# Primitive of Reciprocal of x by Root of a squared minus x squared/Inverse Hyperbolic Secant Form

## Theorem

For $a > 0$ and $0 < \size x < a$:

$\ds \int \frac {\d x} {x \sqrt {a^2 - x^2} } = -\frac 1 a \sech^{-1} {\frac {\size x} a} + C$

## Proof

We note that $\sech^{-1} \dfrac x a$ is defined for $x \in \hointl 0 a$.
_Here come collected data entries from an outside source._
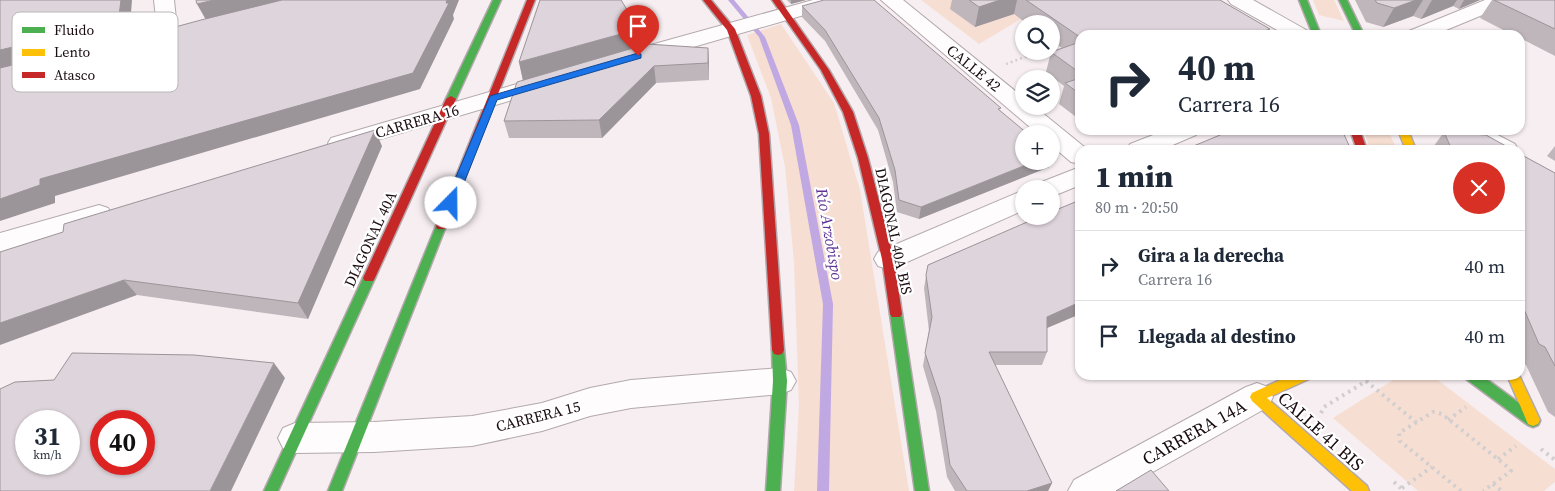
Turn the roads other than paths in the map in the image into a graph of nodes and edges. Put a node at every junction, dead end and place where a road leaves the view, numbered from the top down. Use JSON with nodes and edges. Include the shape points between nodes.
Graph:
{"nodes":[{"id":1,"x":497,"y":0,"type":"edge"},
{"id":2,"x":531,"y":0,"type":"edge"},
{"id":3,"x":707,"y":0,"type":"edge"},
{"id":4,"x":836,"y":0,"type":"edge"},
{"id":5,"x":891,"y":0,"type":"edge"},
{"id":6,"x":1238,"y":0,"type":"edge"},
{"id":7,"x":1303,"y":0,"type":"edge"},
{"id":8,"x":1343,"y":0,"type":"edge"},
{"id":9,"x":1502,"y":0,"type":"edge"},
{"id":10,"x":781,"y":10,"type":"edge"},
{"id":11,"x":735,"y":28,"type":"junction"},
{"id":12,"x":1292,"y":30,"type":"edge"},
{"id":13,"x":1315,"y":30,"type":"edge"},
{"id":14,"x":1358,"y":30,"type":"edge"},
{"id":15,"x":1428,"y":30,"type":"edge"},
{"id":16,"x":620,"y":61,"type":"edge"},
{"id":17,"x":564,"y":78,"type":"edge"},
{"id":18,"x":493,"y":98,"type":"junction"},
{"id":19,"x":443,"y":113,"type":"junction"},
{"id":20,"x":1176,"y":135,"type":"edge"},
{"id":21,"x":1479,"y":135,"type":"edge"},
{"id":22,"x":1151,"y":145,"type":"edge"},
{"id":23,"x":1497,"y":145,"type":"edge"},
{"id":24,"x":315,"y":150,"type":"edge"},
{"id":25,"x":1075,"y":152,"type":"edge"},
{"id":26,"x":1075,"y":177,"type":"edge"},
{"id":27,"x":1060,"y":184,"type":"edge"},
{"id":28,"x":1015,"y":204,"type":"edge"},
{"id":29,"x":125,"y":207,"type":"edge"},
{"id":30,"x":0,"y":244,"type":"edge"},
{"id":31,"x":888,"y":259,"type":"junction"},
{"id":32,"x":1293,"y":380,"type":"edge"},
{"id":33,"x":1478,"y":380,"type":"edge"},
{"id":34,"x":1514,"y":380,"type":"edge"},
{"id":35,"x":780,"y":381,"type":"junction"},
{"id":36,"x":1257,"y":397,"type":"junction"},
{"id":37,"x":356,"y":437,"type":"junction"},
{"id":38,"x":295,"y":438,"type":"junction"},
{"id":39,"x":271,"y":491,"type":"edge"},
{"id":40,"x":335,"y":491,"type":"edge"},
{"id":41,"x":773,"y":491,"type":"edge"},
{"id":42,"x":922,"y":491,"type":"edge"},
{"id":43,"x":1086,"y":491,"type":"edge"},
{"id":44,"x":1362,"y":491,"type":"edge"}],
"edges":[{"from":1,"to":19,"type":"street","name":"DIAGONAL 40A"},
{"from":2,"to":18,"type":"street"},
{"from":3,"to":11,"type":"street"},
{"from":4,"to":10,"type":"street"},
{"from":5,"to":25,"type":"street","name":"CALLE 42"},
{"from":6,"to":12,"type":"street"},
{"from":7,"to":13,"type":"street"},
{"from":8,"to":14,"type":"street"},
{"from":9,"to":15,"type":"street"},
{"from":10,"to":11,"type":"street"},
{"from":10,"to":31,"type":"street","name":"DIAGONAL 40A BIS","via":[[825,70],[848,112]]},
{"from":11,"to":16,"type":"street"},
{"from":11,"to":35,"type":"street","via":[[764,134]]},
{"from":17,"to":18,"type":"street","name":"CARRERA 16"},
{"from":18,"to":19,"type":"street","name":"CARRERA 16"},
{"from":18,"to":37,"type":"street"},
{"from":19,"to":24,"type":"street","name":"CARRERA 16"},
{"from":19,"to":38,"type":"street","name":"DIAGONAL 40A"},
{"from":20,"to":22,"type":"street"},
{"from":21,"to":23,"type":"street"},
{"from":26,"to":27,"type":"street"},
{"from":28,"to":31,"type":"street"},
{"from":29,"to":30,"type":"street"},
{"from":31,"to":42,"type":"street","name":"DIAGONAL 40A BIS"},
{"from":32,"to":36,"type":"street","name":"CARRERA 14A"},
{"from":33,"to":34,"type":"street","via":[[1533,421]]},
{"from":35,"to":37,"type":"street","name":"CARRERA 15","via":[[631,394],[472,431]]},
{"from":35,"to":41,"type":"street"},
{"from":36,"to":43,"type":"street","name":"CARRERA 14A"},
{"from":36,"to":44,"type":"street","name":"CALLE 41 BIS"},
{"from":37,"to":38,"type":"street","name":"CARRERA 15"},
{"from":37,"to":40,"type":"street"},
{"from":38,"to":39,"type":"street","name":"DIAGONAL 40A"}]}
Hence we treat the two cases $x > 0$ and $x < 0$ separately.

First let $x > 0$.

Note that $\dfrac 1 {x \sqrt {a^2 - x^2} }$ is not defined at $\pm a$, so we are concerned only about the interval $\openint 0 a$.

Then:

 $\ds u$ $=$ $\ds \sech^{-1} {\frac x a}$ $\ds \leadsto \ \$ $\ds x$ $=$ $\ds a \sech u$ $\ds \leadsto \ \$ $\ds \frac {\d x} {\d u}$ $=$ $\ds -a \sech u \tanh u$ Derivative of Hyperbolic Secant $\ds \leadsto \ \$ $\ds \int \frac {\d x} {x \sqrt {a^2 - x^2} }$ $=$ $\ds \int \frac {-a \sech u \tanh u} {a \sech u \sqrt {a^2 - a^2 \sech^2 u} } \rd u$ Integration by Substitution $\ds$ $=$ $\ds -\frac a {a^2} \int \frac {\sech u \tanh u} {\sech u \sqrt {1 - \sech^2 u} } \rd u$ Primitive of Constant Multiple of Function $\ds$ $=$ $\ds -\frac 1 a \int \frac {\sech u \tanh u} {\sech u \tanh u} \rd u$ Sum of Squares of Hyperbolic Secant and Tangent $\ds$ $=$ $\ds -\frac 1 a \int 1 \rd u$ $\ds$ $=$ $\ds -\frac 1 a u + C$ Integral of Constant $\ds$ $=$ $\ds -\frac 1 a \sech^{-1} {\frac x a} + C$ Definition of $u$

$\Box$

Now let $x < 0$.

Let $z = -x$.

Then:

 $\ds z$ $=$ $\ds -x$ $\ds \leadsto \ \$ $\ds \frac {\d z} {\d x}$ $=$ $\ds -1$ Derivative of Constant Multiple $\ds \leadsto \ \$ $\ds \int \frac {\d x} {x \sqrt {a^2 - x^2} }$ $=$ $\ds \int \frac {-\d z} {\paren {-z} \sqrt {a^2 - z^2} }$ Integration by Substitution $\ds$ $=$ $\ds \int \frac {\d z} {z \sqrt {a^2 - z^2} }$ Primitive of Constant Multiple of Function $\ds$ $=$ $\ds -\frac 1 a \sech^{-1} {\frac z a} + C$ from above: $z \in \hointl 0 a$ $\ds$ $=$ $\ds -\frac 1 a \sech^{-1} {\frac {-x} a} + C$ Definition of $z$

$\Box$

So when $x > 0$:

$\ds \int \frac {\d x} {x \sqrt {a^2 - x^2} } = -\frac 1 a \sech^{-1} {\frac x a} + C$

and when $x < 0$:

$\ds \int \frac {\d x} {x \sqrt {a^2 - x^2} } = -\frac 1 a \sech^{-1} {\frac {-x} a} + C$

It follows that for $\size x \in \openint 0 a$:

$\ds \int \frac {\d x} {x \sqrt {a^2 - x^2} } = -\frac 1 a \sech^{-1} {\frac {\size x} a} + C$

by definition of absolute value.

$\blacksquare$